Chunking & Embedding — Condelo Platform

Overview

Chunking and embedding is the process of converting raw document text into searchable vector representations. Text is split into overlapping chunks using a smart break point algorithm that preserves semantic coherence, then each chunk is embedded via an external API and stored in the vector store for retrieval.

The system handles both batch embedding (for document ingestion) and cached query embedding (for search), with separate code paths optimised for each use case.

Key Concepts

Smart break points — Chunks split at natural language boundaries (paragraph, sentence, line, word) rather than arbitrary character positions, preserving meaning within each chunk.
Overlap — Adjacent chunks share 200 characters of overlap so that sentences spanning a boundary appear in full in at least one chunk.
Deterministic point IDs — Each chunk gets a UUID v5 derived from ${documentId}:${chunkIndex}, making upserts idempotent.
Batch processing — Embeddings are generated in batches respecting both item count (max 2048) and token budget (default 100,000 tokens) limits.
Cached query embeddings — Search queries are embedded once and cached for 24 hours using a SHA-256 hash of the model and text as the cache key.
Multi-model support — Documents track their embedding provider, model, and dimensions, so the platform can run multiple embedding models simultaneously.

How It Works

Text Splitting

Input text is normalised (CRLF to LF).
The splitter walks the text in windows of CHUNK_SIZE (default 1000 characters).
For each window, it searches for the best break point using a priority order: paragraph break (double newline), sentence break (. ! ? followed by space or newline), line break, word break (space).
A break point is only accepted if it falls past 30-50% of the chunk size, preventing tiny fragments.
Each resulting chunk records: content, index, startChar, endChar.

Embedding Generation

Chunks are grouped into batches. Each batch stays within MAX_ITEMS_PER_BATCH (2048) and DEFAULT_MAX_TOKENS_PER_BATCH (100,000 tokens, estimated at ~4 characters per token).
Batches are sent to the embedding API with concurrency control (default 2 concurrent requests, configurable via EMBEDDING_API_CONCURRENCY).
Transient errors trigger retry logic; permanent failures propagate immediately.
Embedded chunks are upserted into the appropriate model-specific Qdrant collection using deterministic point IDs.

Cached Query Embedding

A SHA-256 hash is computed from the model name and query text.
If a cached embedding exists and is less than 24 hours old, it is returned immediately.
Otherwise, the embedding is generated, cached, and returned.
The cache is immutable — the same model + text always produces the same embedding, so no invalidation logic is needed.

Why It Works This Way

Overlap Prevents Lost Context at Boundaries

The 200-character overlap between adjacent chunks ensures that sentences straddling a chunk boundary appear in full in at least one chunk.

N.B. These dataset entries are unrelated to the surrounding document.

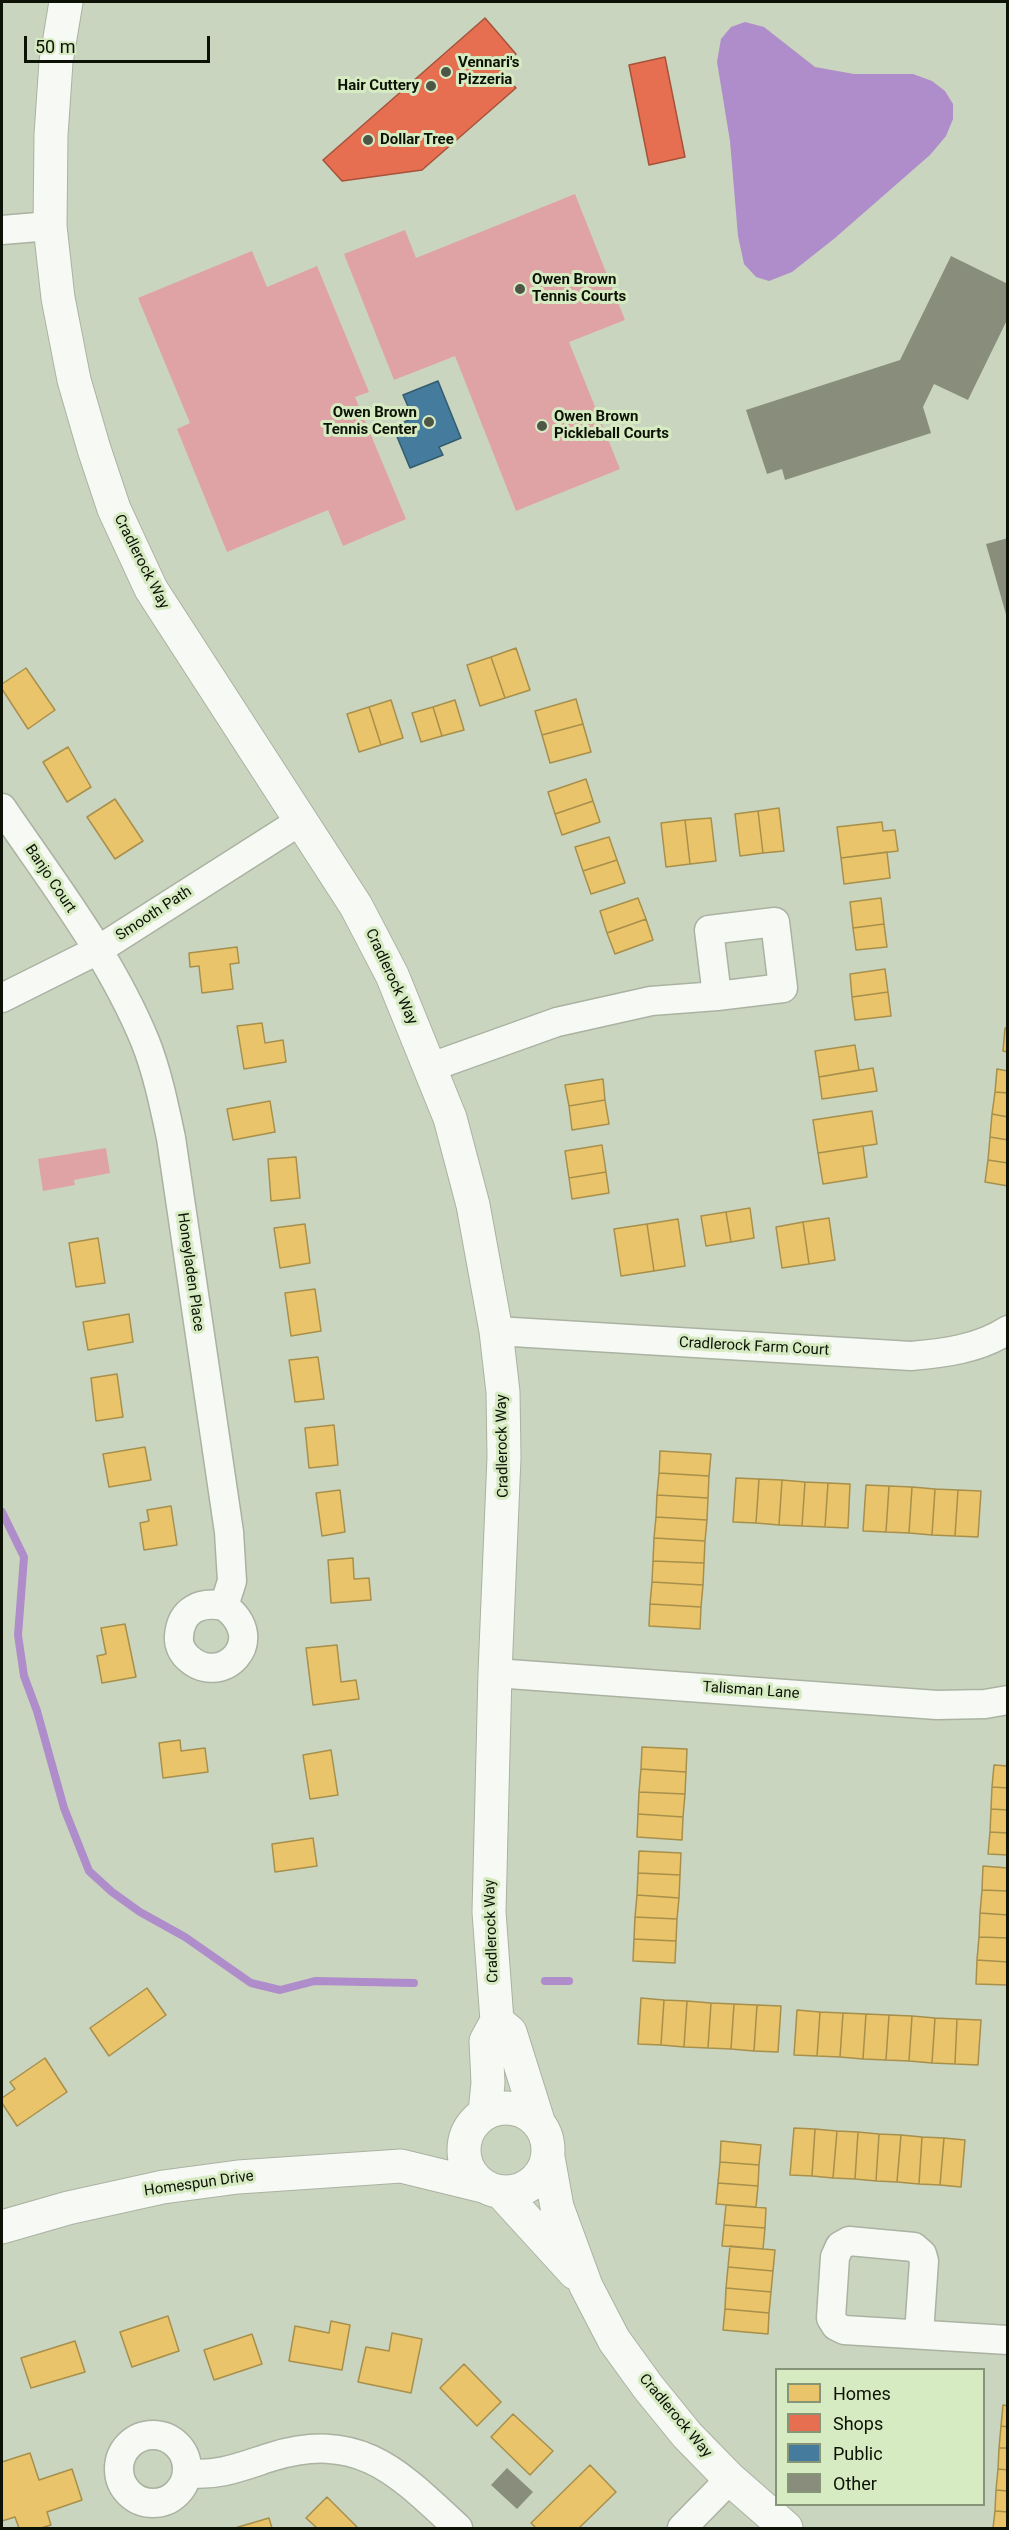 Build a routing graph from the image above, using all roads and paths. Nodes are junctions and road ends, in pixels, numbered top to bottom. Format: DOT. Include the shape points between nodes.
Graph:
graph roads {
  1 [pos="66,2"];
  2 [pos="50,226"];
  3 [pos="2,230"];
  4 [pos="2,808"];
  5 [pos="302,819"];
  6 [pos="99,950"];
  7 [pos="717,996"];
  8 [pos="2,998"];
  9 [pos="431,1067"];
  10 [pos="1008,1330"];
  11 [pos="495,1331"];
  12 [pos="224,1606"];
  13 [pos="495,1673"];
  14 [pos="1008,1700"];
  15 [pos="497,2021"];
  16 [pos="485,2112"];
  17 [pos="538,2121"];
  18 [pos="465,2139"];
  19 [pos="548,2157"];
  20 [pos="401,2166"];
  21 [pos="492,2189"];
  22 [pos="2,2227"];
  23 [pos="586,2286"];
  24 [pos="919,2334"];
  25 [pos="1008,2340"];
  26 [pos="187,2473"];
  27 [pos="730,2479"];
  28 [pos="458,2529"];
  29 [pos="682,2529"];
  30 [pos="786,2529"];
  1 -- 2 [label="street, Cradlerock Way" via="51,135"];
  2 -- 3 [label="street"];
  2 -- 5 [label="street, Cradlerock Way" via="58,298 74,380 114,509 152,589"];
  4 -- 6 [label="street, Banjo Court"];
  5 -- 6 [label="street, Smooth Path"];
  5 -- 9 [label="street, Cradlerock Way" via="361,915 392,975"];
  6 -- 8 [label="street, Smooth Path"];
  6 -- 12 [label="street, Honeyladen Place" via="145,1042 171,1138 232,1558 232,1581"];
  7 -- 9 [label="street" via="651,1000 557,1022"];
  9 -- 11 [label="street, Cradlerock Way" via="450,1118 473,1205"];
  10 -- 11 [label="street, Cradlerock Farm Court" via="975,1346 911,1356"];
  11 -- 13 [label="street, Cradlerock Way" via="503,1392 504,1457"];
  13 -- 14 [label="street, Talisman Lane" via="937,1705"];
  13 -- 15 [label="street, Cradlerock Way" via="489,1912"];
  15 -- 16 [label="street, Cradlerock Way" via="486,2041"];
  15 -- 17 [label="street" via="510,2032"];
  16 -- 17 [label="street" via="513,2108"];
  16 -- 18 [label="street" via="469,2128"];
  17 -- 19 [label="street" via="545,2132"];
  18 -- 20 [label="street, Homespun Drive"];
  18 -- 21 [label="street" via="466,2165 473,2177"];
  19 -- 21 [label="street" via="532,2184 517,2191"];
  19 -- 23 [label="street, Cradlerock Way" via="556,2207"];
  20 -- 21 [label="street, Homespun Drive"];
  20 -- 22 [label="street, Homespun Drive" via="238,2177 163,2187"];
  21 -- 23 [label="street, Cradlerock Way"];
  23 -- 27 [label="street, Cradlerock Way" via="614,2340 648,2387"];
  24 -- 25 [label="street"];
  26 -- 28 [label="street" via="204,2476 294,2450 342,2449 391,2470"];
  27 -- 29 [label="street"];
  27 -- 30 [label="street, Cradlerock Way"];
}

Without overlap, a retrieval query matching a split sentence would return a partial, misleading result.

Smart Break Points Preserve Semantic Coherence

Splitting at paragraph, sentence, or line boundaries rather than arbitrary character positions keeps complete thoughts within a single chunk. This directly improves retrieval relevance because the embedding captures a coherent meaning rather than a fragment.

Deterministic Point IDs Enable Idempotent Upserts

UUID v5 generated from documentId + chunkIndex means re-processing a document replaces its existing vectors in Qdrant rather than creating duplicates. This makes the ingestion pipeline safely re-runnable without cleanup steps.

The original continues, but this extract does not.